I went there a while back they do ask questions like shelters should and want a home visit done before you can reserve an animal, also a landlord letter stating that you are allowed an animal in the property you rent.


----------



## marthaMoo (May 4, 2007)

There adoption proceedure is usually an interview (which is ment to be around 45mins then you are paired with a suitable dog). Followed by a check if you say something they need to check on, like your in rented accomodation, or your home most of the time. And a reference from a landlord or a vet maybe asked for. Then a follow up check to make sure the dog is ok and/or neutered if it wasnt already neutered.

Its been like that for as long as I can remember.
They say Its down to a high turn over of dogs, not enough staff, time or money.
It also the local stray pound, so they don't have a non distruct policy, but then very few rescues do.


----------



## Tds79 (Nov 6, 2010)

They have in the past aswell just turned up a few months after you get a dog to do a spot check, I know people were complaining about it so not sure if they still do it. 
If your in rented property I would get a letter from your landlord to say your allowed a dog before you do anything else as I know some places wont do anything until you have this.


----------



## robstaine (May 7, 2009)

I herd they put down something like 50 dogs a day


----------



## Tds79 (Nov 6, 2010)

robstaine said:


> I went there a while back they do ask questions like shelters should and want a home visit done before you can reserve an animal, also a landlord letter stating that you are allowed an animal in the property you rent.


 
Sorry only just seen this.


----------



## marthaMoo (May 4, 2007)

No where near 50 dogs a day, maybe not even in a month. But yes they do PTS a few dogs, mainly Bull Breeds.
Which is very sad, but there just arent the homes for them, especially when people keep breeding.


----------



## Tds79 (Nov 6, 2010)

They are sadly one of the rescues that have a so called type expert, I personally dont agree with how they are for bull breeds. But until something is sorted regarding bullies it wont change.


----------



## freekygeeky (May 25, 2007)

or try woodgreen, they have three shelters one in london two in cambirgde, they are fantastic!


----------



## Shadowz (Aug 6, 2008)

There is also " The Meyhew" in London who are just fantastic


----------



## robstaine (May 7, 2009)

its spelt The Mayhew animal home x
they have the same procedure but you can reserve on the day and once the home visit is done you can collect the dog on the saturday as thats the only day they let dogs go to new homes as they do an hour long talk to new owners about what types of food are good and bad and about exercise and grooming and so on And show you a few training tips too.


----------



## purpleskyes (Oct 15, 2007)

Well I spoke to a friend today who has just last week rehomed a newfoundland.
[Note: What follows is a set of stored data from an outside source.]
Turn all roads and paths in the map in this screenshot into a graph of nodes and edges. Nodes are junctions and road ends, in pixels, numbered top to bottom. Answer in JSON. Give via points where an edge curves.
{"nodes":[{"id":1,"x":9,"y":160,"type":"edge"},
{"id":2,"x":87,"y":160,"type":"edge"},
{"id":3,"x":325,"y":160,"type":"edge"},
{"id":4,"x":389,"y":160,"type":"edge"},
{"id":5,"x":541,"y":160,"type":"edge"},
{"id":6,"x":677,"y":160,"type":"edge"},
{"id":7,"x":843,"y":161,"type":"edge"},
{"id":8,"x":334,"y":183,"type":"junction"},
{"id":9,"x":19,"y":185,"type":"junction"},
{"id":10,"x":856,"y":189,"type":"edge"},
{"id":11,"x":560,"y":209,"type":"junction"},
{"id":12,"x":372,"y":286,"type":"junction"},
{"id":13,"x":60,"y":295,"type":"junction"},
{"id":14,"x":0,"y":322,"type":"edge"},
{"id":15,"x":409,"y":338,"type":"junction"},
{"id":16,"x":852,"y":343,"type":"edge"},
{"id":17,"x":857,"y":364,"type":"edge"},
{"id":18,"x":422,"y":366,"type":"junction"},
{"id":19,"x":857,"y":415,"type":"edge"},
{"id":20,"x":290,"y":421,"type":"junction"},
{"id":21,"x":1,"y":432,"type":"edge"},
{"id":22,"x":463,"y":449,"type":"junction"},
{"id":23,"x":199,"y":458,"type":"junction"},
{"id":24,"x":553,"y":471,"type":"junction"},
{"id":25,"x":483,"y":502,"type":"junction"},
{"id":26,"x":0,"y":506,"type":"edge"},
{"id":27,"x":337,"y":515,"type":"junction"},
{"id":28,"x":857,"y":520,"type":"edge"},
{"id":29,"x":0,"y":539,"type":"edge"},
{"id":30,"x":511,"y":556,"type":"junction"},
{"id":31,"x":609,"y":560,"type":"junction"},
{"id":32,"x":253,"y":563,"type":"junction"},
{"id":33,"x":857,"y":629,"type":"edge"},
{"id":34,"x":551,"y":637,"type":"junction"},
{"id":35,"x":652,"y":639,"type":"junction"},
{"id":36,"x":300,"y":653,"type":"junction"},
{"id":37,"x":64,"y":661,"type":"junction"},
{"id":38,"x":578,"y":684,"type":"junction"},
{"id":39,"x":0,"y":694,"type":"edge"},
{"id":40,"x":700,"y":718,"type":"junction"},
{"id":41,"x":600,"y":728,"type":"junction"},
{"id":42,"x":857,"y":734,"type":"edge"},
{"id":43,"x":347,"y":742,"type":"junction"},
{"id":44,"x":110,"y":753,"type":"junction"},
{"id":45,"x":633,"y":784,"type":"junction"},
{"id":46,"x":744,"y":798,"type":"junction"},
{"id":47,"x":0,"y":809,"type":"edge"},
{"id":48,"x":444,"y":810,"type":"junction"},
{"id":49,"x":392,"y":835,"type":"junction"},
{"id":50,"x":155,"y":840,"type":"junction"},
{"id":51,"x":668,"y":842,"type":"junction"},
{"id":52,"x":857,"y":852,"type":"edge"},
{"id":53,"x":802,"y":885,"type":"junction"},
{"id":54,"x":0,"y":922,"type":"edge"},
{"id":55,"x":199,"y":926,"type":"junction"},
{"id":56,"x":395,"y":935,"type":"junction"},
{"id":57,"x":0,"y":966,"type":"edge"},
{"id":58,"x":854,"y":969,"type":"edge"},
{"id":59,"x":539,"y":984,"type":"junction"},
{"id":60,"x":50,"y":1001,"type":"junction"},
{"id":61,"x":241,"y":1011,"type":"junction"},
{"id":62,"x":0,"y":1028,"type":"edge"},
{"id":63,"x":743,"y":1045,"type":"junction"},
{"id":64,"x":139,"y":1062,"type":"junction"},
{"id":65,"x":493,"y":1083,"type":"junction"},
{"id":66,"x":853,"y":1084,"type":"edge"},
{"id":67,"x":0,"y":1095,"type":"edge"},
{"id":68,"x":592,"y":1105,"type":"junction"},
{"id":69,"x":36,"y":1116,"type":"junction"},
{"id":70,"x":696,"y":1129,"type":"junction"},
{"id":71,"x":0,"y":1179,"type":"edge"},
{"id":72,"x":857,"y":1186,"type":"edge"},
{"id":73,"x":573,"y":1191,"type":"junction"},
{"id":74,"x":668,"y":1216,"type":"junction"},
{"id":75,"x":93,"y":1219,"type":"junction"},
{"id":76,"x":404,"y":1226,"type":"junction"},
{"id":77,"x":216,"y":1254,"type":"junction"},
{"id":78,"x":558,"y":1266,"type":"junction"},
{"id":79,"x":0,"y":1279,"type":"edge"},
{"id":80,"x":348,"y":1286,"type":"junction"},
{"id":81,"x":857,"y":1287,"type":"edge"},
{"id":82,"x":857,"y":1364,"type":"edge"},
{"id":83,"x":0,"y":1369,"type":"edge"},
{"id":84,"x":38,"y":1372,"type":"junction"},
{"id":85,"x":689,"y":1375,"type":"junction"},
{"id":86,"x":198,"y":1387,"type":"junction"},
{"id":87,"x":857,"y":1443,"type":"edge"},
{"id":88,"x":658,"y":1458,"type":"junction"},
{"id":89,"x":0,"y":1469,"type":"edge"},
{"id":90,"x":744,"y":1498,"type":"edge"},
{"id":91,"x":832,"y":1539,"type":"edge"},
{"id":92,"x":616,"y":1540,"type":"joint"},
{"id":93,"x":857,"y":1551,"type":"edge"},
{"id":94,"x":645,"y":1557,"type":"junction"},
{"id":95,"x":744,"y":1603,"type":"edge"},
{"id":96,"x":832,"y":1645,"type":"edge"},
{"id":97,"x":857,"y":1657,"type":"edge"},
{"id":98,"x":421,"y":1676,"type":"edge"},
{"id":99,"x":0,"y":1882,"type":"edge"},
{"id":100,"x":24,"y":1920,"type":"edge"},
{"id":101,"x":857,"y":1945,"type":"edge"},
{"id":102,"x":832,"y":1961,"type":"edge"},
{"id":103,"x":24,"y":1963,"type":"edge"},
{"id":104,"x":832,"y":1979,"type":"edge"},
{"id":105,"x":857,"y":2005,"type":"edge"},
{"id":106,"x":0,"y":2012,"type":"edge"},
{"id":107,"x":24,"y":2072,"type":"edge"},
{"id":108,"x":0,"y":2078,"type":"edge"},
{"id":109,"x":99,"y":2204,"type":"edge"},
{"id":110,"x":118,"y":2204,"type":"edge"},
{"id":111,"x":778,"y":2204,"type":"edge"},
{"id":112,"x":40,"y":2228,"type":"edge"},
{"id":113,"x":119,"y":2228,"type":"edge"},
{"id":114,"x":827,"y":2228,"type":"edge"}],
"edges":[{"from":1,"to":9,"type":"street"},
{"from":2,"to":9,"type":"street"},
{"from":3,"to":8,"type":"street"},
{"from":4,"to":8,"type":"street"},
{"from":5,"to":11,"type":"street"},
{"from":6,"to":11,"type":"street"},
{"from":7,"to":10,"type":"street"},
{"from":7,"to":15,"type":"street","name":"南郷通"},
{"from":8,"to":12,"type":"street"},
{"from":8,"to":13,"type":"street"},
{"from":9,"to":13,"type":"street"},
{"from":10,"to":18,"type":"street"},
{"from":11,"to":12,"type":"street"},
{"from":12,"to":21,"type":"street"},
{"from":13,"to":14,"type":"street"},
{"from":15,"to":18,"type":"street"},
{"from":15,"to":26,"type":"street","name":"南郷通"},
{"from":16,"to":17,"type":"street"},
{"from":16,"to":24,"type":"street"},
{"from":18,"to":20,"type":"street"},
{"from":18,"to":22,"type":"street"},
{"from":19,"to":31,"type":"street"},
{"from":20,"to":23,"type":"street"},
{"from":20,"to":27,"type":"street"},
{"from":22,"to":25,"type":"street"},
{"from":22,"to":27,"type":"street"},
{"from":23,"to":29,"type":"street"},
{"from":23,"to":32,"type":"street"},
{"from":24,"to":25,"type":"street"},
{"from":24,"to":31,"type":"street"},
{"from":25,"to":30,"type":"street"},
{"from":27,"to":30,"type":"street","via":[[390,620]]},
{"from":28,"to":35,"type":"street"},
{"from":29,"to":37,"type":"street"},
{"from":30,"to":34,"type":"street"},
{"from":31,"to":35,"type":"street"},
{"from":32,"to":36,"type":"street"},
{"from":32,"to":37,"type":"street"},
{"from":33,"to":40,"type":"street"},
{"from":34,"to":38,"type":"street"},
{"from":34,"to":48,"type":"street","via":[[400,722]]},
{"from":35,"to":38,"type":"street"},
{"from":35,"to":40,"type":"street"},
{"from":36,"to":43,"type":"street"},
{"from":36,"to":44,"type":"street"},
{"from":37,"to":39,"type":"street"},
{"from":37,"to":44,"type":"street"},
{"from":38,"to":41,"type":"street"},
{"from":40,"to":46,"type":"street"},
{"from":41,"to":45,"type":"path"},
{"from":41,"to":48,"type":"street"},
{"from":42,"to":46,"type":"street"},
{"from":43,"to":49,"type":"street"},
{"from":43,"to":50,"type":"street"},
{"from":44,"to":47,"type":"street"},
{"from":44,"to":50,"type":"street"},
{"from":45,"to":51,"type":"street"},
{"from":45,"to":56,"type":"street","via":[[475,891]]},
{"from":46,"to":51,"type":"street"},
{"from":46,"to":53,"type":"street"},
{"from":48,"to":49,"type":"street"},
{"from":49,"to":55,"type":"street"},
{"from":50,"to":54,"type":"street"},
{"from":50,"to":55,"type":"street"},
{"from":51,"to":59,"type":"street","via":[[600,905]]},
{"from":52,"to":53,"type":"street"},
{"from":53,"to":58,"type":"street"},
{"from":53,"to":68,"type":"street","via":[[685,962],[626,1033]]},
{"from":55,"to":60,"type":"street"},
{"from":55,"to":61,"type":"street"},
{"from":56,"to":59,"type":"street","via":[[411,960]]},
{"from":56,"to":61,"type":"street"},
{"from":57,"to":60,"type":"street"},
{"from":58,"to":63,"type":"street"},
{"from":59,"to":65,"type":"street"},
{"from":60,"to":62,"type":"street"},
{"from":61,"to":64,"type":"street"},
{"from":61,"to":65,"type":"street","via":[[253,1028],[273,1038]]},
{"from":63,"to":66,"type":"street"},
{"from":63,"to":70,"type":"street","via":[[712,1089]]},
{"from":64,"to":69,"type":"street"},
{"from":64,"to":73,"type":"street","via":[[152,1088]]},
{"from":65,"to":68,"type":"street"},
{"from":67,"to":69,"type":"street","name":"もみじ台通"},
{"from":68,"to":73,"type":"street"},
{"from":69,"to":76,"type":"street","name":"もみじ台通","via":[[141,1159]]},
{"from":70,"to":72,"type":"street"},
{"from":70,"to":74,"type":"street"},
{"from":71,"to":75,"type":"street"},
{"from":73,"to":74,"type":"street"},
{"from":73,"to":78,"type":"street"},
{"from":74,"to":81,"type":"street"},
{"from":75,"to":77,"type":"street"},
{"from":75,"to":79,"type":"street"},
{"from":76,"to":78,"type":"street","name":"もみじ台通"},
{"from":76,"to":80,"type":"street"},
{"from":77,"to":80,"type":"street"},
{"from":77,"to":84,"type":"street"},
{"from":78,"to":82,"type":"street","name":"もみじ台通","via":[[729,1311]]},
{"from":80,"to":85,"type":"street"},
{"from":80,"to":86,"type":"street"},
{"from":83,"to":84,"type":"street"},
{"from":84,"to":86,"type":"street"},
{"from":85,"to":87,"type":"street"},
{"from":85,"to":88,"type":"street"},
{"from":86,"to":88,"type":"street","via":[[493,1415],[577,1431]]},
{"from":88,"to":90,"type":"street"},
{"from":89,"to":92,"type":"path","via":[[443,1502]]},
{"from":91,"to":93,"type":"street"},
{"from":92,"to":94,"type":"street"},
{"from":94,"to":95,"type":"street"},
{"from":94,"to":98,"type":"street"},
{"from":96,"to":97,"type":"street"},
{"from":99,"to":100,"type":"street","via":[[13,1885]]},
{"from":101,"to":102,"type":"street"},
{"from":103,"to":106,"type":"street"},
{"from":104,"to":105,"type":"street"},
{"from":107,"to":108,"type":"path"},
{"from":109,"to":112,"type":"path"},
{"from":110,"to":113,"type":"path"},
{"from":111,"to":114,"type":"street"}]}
She said they went to Battersea first and it was all just abit OTT, I think we might just give them a miss then.

Shame as they have some lovely dogs, I am in love with this one.:flrt:
Rita - Battersea Dogs & Cats Home&


----------



## Tds79 (Nov 6, 2010)

purpleskyes said:


> Well I spoke to a friend today who has just last week rehomed a newfoundland. She said they went to Battersea first and it was all just abit OTT, I think we might just give them a miss then.
> 
> Shame as they have some lovely dogs, I am in love with this one.:flrt:
> Rita - Battersea Dogs & Cats Home&


she is lovely :flrt:.....have you thought about trying smaller rescues ? they tend to be abit better homecheck wise and are normally rammed packed. Or you could try council pound, no homechecks at all as they just want the dogs out before the 7 day rule kicks in, downside is 99% dogs are strays so nothing is known about them and pound dont do any kind of assesments. 
If you do find somewhere else and want any advice etc regarding home checks let me know as up until few months ago I used to be a homechecker.


----------



## freekygeeky (May 25, 2007)

people moan that woodgreen talk to you for an hour or so and make you fill out a form etc. I dont see the problem really. surly its best they get the right home for the animal, so they dont find them as a stray a few weeks klater?
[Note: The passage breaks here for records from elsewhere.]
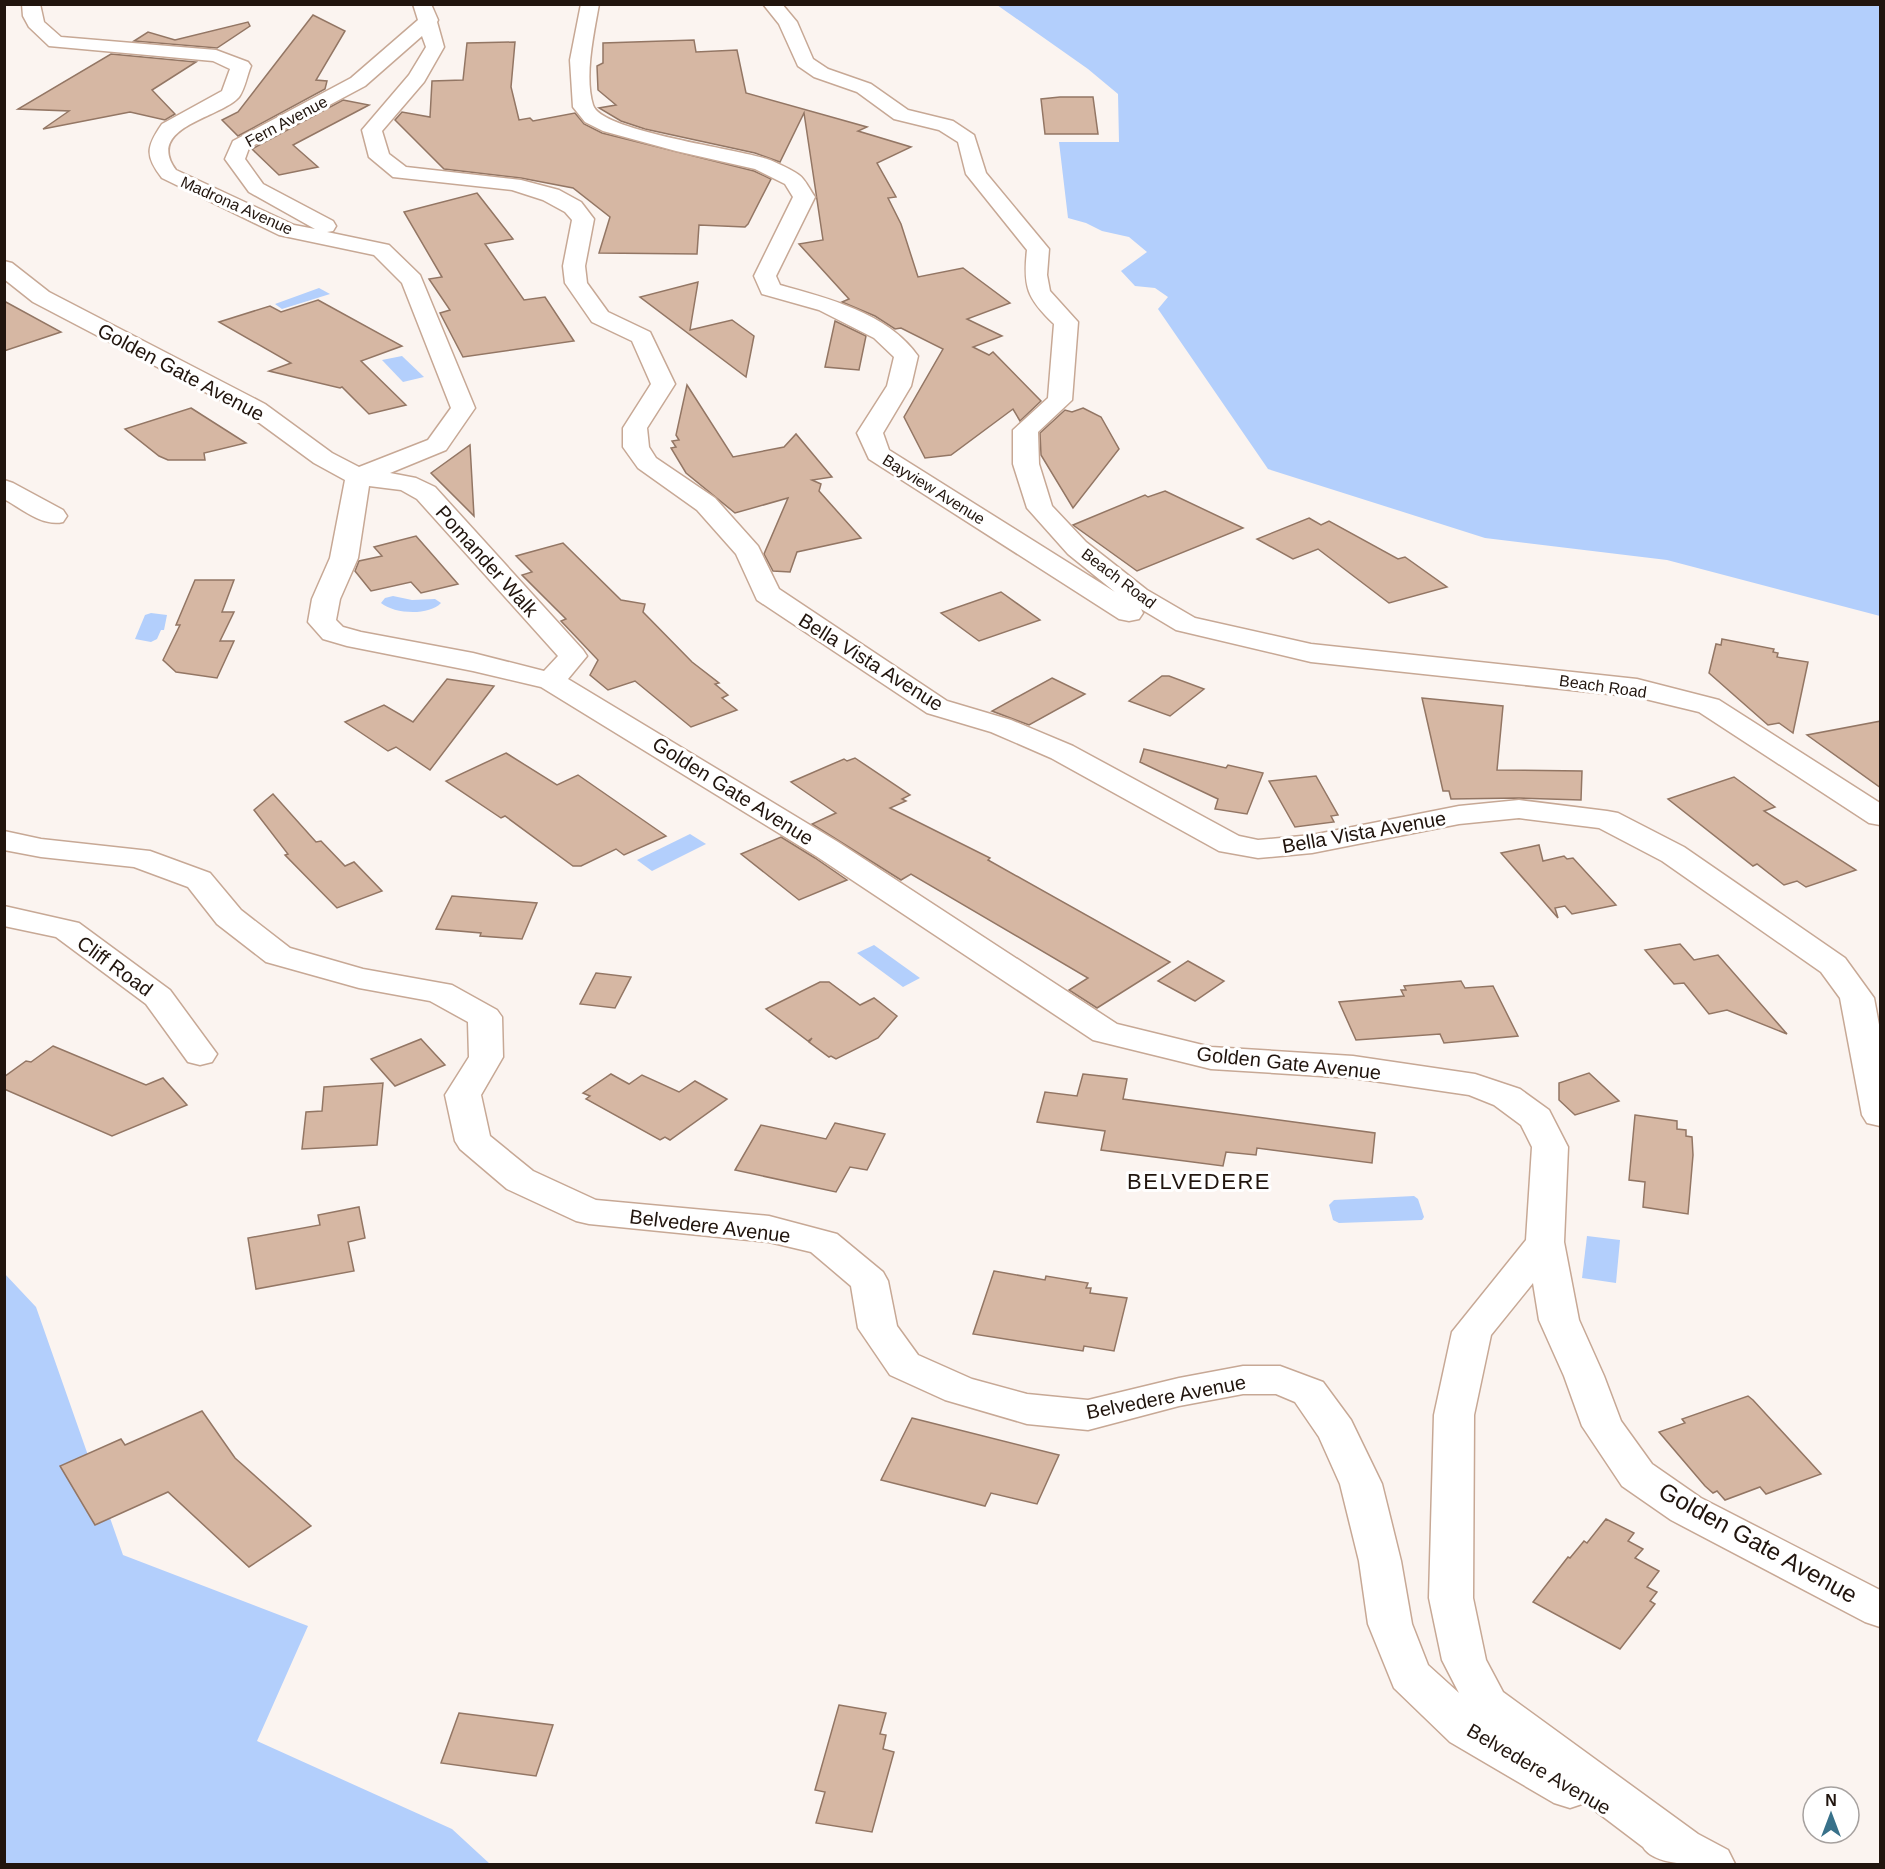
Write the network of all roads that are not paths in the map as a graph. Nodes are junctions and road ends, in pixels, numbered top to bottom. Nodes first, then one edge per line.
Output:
1 (31, 4) edge
2 (590, 4) edge
3 (772, 4) edge
4 (426, 12) edge
5 (351, 242) junction
6 (4, 268) edge
7 (358, 477) junction
8 (4, 488) edge
9 (54, 516) dead end
10 (1311, 653) junction
11 (551, 681) junction
12 (1881, 816) edge
13 (4, 840) edge
14 (4, 916) edge
15 (200, 1054) dead end
16 (1881, 1115) edge
17 (1545, 1242) junction
18 (1881, 1610) edge
19 (1697, 1857) edge

1 - 5 street, Madrona Avenue
2 - 10 street, Bayview Avenue
3 - 10 street, Beach Road
4 - 5 street, Fern Avenue
4 - 16 street, Bella Vista Avenue
5 - 7 street, Madrona Avenue
6 - 7 street, Golden Gate Avenue
7 - 11 street, Pomander Walk
7 - 11 street, Golden Gate Avenue
8 - 9 street
10 - 12 street, Beach Road
11 - 17 street, Golden Gate Avenue
13 - 19 street, Belvedere Avenue
14 - 15 street, Cliff Road
17 - 18 street, Golden Gate Avenue
17 - 19 street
some BEAUTIFUL animals there

Rehoming Dogs - Wood Green Animal Shelters

(thats who i did rehoming for)


----------



## freekygeeky (May 25, 2007)

or here
Dogs Trust - Search Results


----------



## Tds79 (Nov 6, 2010)

freekygeeky said:


> people moan that woodgreen talk to you for an hour or so and make you fill out a form etc. I dont see the problem really. surly its best they get the right home for the animal, so they dont find them as a stray a few weeks klater?
> 
> some BEAUTIFUL animals there
> 
> ...


MY last 2 dogs were from woodgreen as it is down road from me and I think they are a good a rescue. 
But I also think the smaller rescues get over looked and I know they are really badly struggling at the moment. 
To the OP if you like akitas have you tried breed rescue ?


----------



## Michelle G (Feb 27, 2008)

If you really like Akitas...think I saw that somewhere on another post.
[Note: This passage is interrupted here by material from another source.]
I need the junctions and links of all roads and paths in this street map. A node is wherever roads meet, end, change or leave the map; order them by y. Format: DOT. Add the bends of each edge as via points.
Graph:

What about somewhere like this 

The Akita Rescue & Welfare Trust (UK): 0845 2 602 206

UK Based Akita Rescue - Friends of Akitas Trust (UK), Rehoming Akitas around the UK

Japanese Akita Welfare Trust

:2thumb:

xx


----------



## JPP (Jun 8, 2009)

i know 2 dogs that need rehoming, not from any fault of their own though
rotty x ridgeback dog and staff bitch


----------



## purpleskyes (Oct 15, 2007)

Tds79 said:


> she is lovely :flrt:.....have you thought about trying smaller rescues ? they tend to be abit better homecheck wise and are normally rammed packed. Or you could try council pound, no homechecks at all as they just want the dogs out before the 7 day rule kicks in, downside is 99% dogs are strays so nothing is known about them and pound dont do any kind of assesments.
> If you do find somewhere else and want any advice etc regarding home checks let me know as up until few months ago I used to be a homechecker.


Thank you, it wont be for awhile yet we need to sort out what we are doing housing ways. We just want to research it as much as possible.



Tds79 said:


> MY last 2 dogs were from woodgreen as it is down road from me and I think they are a good a rescue.
> But I also think the smaller rescues get over looked and I know they are really badly struggling at the moment.
> To the OP if you like akitas have you tried breed rescue ?





Michelle G said:


> If you really like Akitas...think I saw that somewhere on another post.
> 
> What about somewhere like this
> 
> ...


I do want an Akita I love them as a breed looks and personality although most people keep trying to put me off them.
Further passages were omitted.